Those who assume that Nevada is synonymous with Las Vegas will be doing a disservice to the rest of the Silver State’s cities. While the exuberant, casino-studded Vegas is the largest city by population and takes the main stage, this Western state also offers an abundance of history, culture, arts, and outdoor wonders nearby all its cities.
Nevada has a unique history filled with railroads, vast desert landscapes, and rare resources like silver.
Las Vegas, NV
Las Vegas is the 25th most populated city in the U.S. and 1st in Nevada with 641,903 residents according to the 2020 census. Although it was founded by ranchers, farmers, and railroad workers in 1905, it wasn’t until 1931 that it began to experience a boom. Gambling was legalized in the city, and soon after, the first hotel-casino was built on today’s Vegas Strip.
Nearly everyone in the U.S. knows Vegas for its extravagant resorts and casinos, Spring Break-style clubs, and endless shows — but many look over what else this party city has to offer.
If you’re seeking an activity that isn’t gambling, you’ll be pleased to hear that the city is home to several museums — including the Mob Museum and the Neon Museum. Visitors can also ride a gondola through the Venice-style canals at the Venetian or hop on the High Roller Ferris Wheel for epic, birds-eye views of the area.

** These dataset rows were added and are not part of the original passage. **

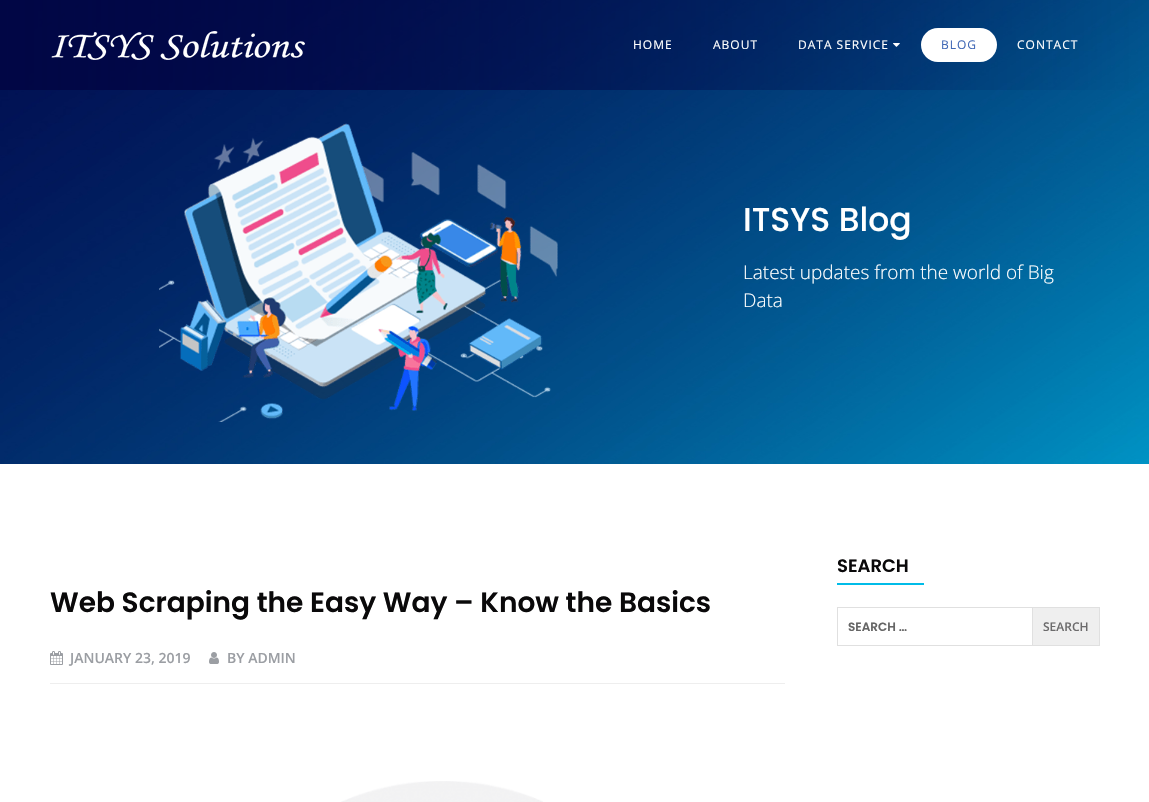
void draw(SkCanvas* canvas) {
    SkPaint paint;
    paint.setAntiAlias(true);
    auto face = [&](const char* family, int weight, float size, bool italic = false) {
        SkFontStyle style(weight, SkFontStyle::kNormal_Width,
            italic ? SkFontStyle::kItalic_Slant : SkFontStyle::kUpright_Slant);
        SkFont result(fontMgr->matchFamilyStyle(family, style), size);
        result.setSubpixel(true);
        return result;
    };
    auto write = [&](const char* s, float x, float y, const SkFont& font, SkColor color) {
        SkPaint ink(SkColor4f::FromColor(color));
        ink.setAntiAlias(true);
        canvas->drawString(s, x, y, font, ink);
    };
    auto writeSpaced = [&](const char* s, float x, float y, const SkFont& font, const SkPaint& ink, float letter, float word) {
        std::vector<SkGlyphID> glyphs(font.countText(s, strlen(s), SkTextEncoding::kUTF8));
        std::vector<float> xs(glyphs.size());
        font.textToGlyphs(s, strlen(s), SkTextEncoding::kUTF8, glyphs);
        font.getXPos(glyphs, xs, x);
        float extra = 0;
        for (size_t i = 0; i < glyphs.size(); i++) {
            xs[i] += extra;
            extra += letter + word * (glyphs[i] == font.unicharToGlyph(' '));
        }
        canvas->drawTextBlob(SkTextBlob::MakeFromPosHGlyphs(glyphs, xs, y, font), 0, 0, ink);
    };
    auto block = [&](float x, float y, float w, float h, SkColor color) {
        SkPaint ink(SkColor4f::FromColor(color));
        ink.setAntiAlias(true);
        canvas->drawRect(SkRect::MakeXYWH(x, y, w, h), ink);
    };
    auto card = [&](float x, float y, float w, float h, float radius, SkColor color) {
        SkPaint ink(SkColor4f::FromColor(color));
        ink.setAntiAlias(true);
        canvas->drawRoundRect(SkRect::MakeXYWH(x, y, w, h), radius, radius, ink);
    };
    auto paste = [&](const char* path, float x, float y, float w, float h) {
        auto image = SkImages::DeferredFromEncodedData(SkData::MakeFromFileName(path));
        canvas->drawImageRect(image, SkRect::MakeXYWH(x, y, w, h), SkSamplingOptions());
    };
    canvas->clear(SK_ColorWHITE);
    paste("pic3.png", 0, 0, 1149, 464);
    paste("pic1.png", 51, 31, 254, 29);
    auto kFont1 = face("Open Sans", 400, 12);
    paint.setColor(SK_ColorWHITE);
    writeSpaced("HOME", 633, 49, kFont1, paint, 1, 0);
    writeSpaced("ABOUT", 713, 49, kFont1, paint, 1, 0);
    writeSpaced("DATA SERVICE", 798, 49, kFont1, paint, 1, 0);
    paste("pic2.png", 893, 43, 7, 4);
    card(921, 28, 76, 34, 17, SK_ColorWHITE);
    paint.setColor(SkColorSetRGB(65, 105, 182));
    writeSpaced("BLOG", 941, 49, kFont1, paint, 1, 0);
    paint.setColor(SK_ColorWHITE);
    writeSpaced("CONTACT", 1017, 49, kFont1, paint, 1, 0);
    paste("pic4.png", 159, 123, 399, 299);
    auto kFont2 = face("Poppins", 500, 33);
    write("ITSYS Blog", 743, 231, kFont2, SK_ColorWHITE);
    auto kFont3 = face("Open Sans", 300, 19);
    write("Latest updates from the world of Big", 743, 279, kFont3, SK_ColorWHITE);
    write("Data", 743, 307, kFont3, SK_ColorWHITE);
    block(50, 683, 735, 1, SkColorSetRGB(238, 238, 238));
    auto kFont4 = face("Poppins", 600, 28);
    write("Web Scraping the Easy Way – Know the Basics", 50, 612, kFont4, SkColorSetRGB(10, 9, 10));
    paste("pic5.png", 50, 651, 13, 14);
    auto kFont5 = face("Open Sans", 600, 14);
    write("JANUARY 23, 2019", 70, 663, kFont5, SkColorSetRGB(155, 158, 163));
    paste("pic6.png", 209, 652, 10, 12);
    write("BY ADMIN", 227, 663, kFont5, SkColorSetRGB(155, 158, 163));
    paste("pic7.png", 341, 781, 202, 21);
    auto kFont6 = face("Poppins", 600, 18);
    write("SEARCH", 837, 572, kFont6, SkColorSetRGB(10, 9, 10));
    block(837, 583, 87, 2, SkColorSetRGB(0, 188, 232));
    paint.setStyle(SkPaint::kStroke_Style);
    paint.setStrokeWidth(1);
    paint.setColor(SkColorSetRGB(224, 224, 224));
    canvas->drawRect(SkRect::MakeXYWH(837.5f, 607.5f, 262, 38), paint);
    auto kFont7 = face("Poppins", 600, 12);
    write("SEARCH …", 848, 631, kFont7, SkColorSetRGB(102, 102, 102));
    paint.setStyle(SkPaint::kFill_Style);
    paint.setColor(SkColorSetRGB(239, 239, 239));
    canvas->drawRect(SkRect::MakeXYWH(1032.5f, 607.5f, 67, 38), paint);
    paint.setStyle(SkPaint::kStroke_Style);
    paint.setColor(SkColorSetRGB(224, 224, 224));
    canvas->drawRect(SkRect::MakeXYWH(1032.5f, 607.5f, 67, 38), paint);
    auto kFont8 = face("Open Sans", 600, 12);
    write("SEARCH", 1043, 631, kFont8, SkColorSetRGB(108, 107, 108));
}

Wander down Fremont Street to see the most iconic neon signs “Sin City” has to offer. Catch a Cirque du Soleil show at the Mirage, or grab a ticket to a Broadway-style show at the Smith Center.
Outdoorsy folk who find themselves in need of a breather from The Strip can visit the beautiful Red Rock Canyon National Conservation Area, just 20 minutes away. This landscape features dramatic red sandstone peaks, hiking trails, and Native American petroglyphs.
Located just outside of Las Vegas, the city of Henderson is home to 317,610 people as of 2020. It was established in 1942, originally as a center for employee housing for a governmental magnesium plant.
Those who find themselves fascinated by history can dive into the local past at Clark County Museum. This 30-acre area showcases eight historical buildings on Heritage Street, as well as a resurrected ghost town and heritage gallery.
In addition to its Vegas-like casinos and resorts, Henderson is home to a plethora of outdoor activities. Henderson Bird Viewing Preserve is part of a migratory flyway where visitors can see birds and wildlife in a marshy setting. Ethel M Botanical Cactus Garden is the largest of its type in the state; it boasts three acres of land containing over 300 different species. The Whitney Mesa Recreation Area features walking trails, basketball courts, and picnic areas.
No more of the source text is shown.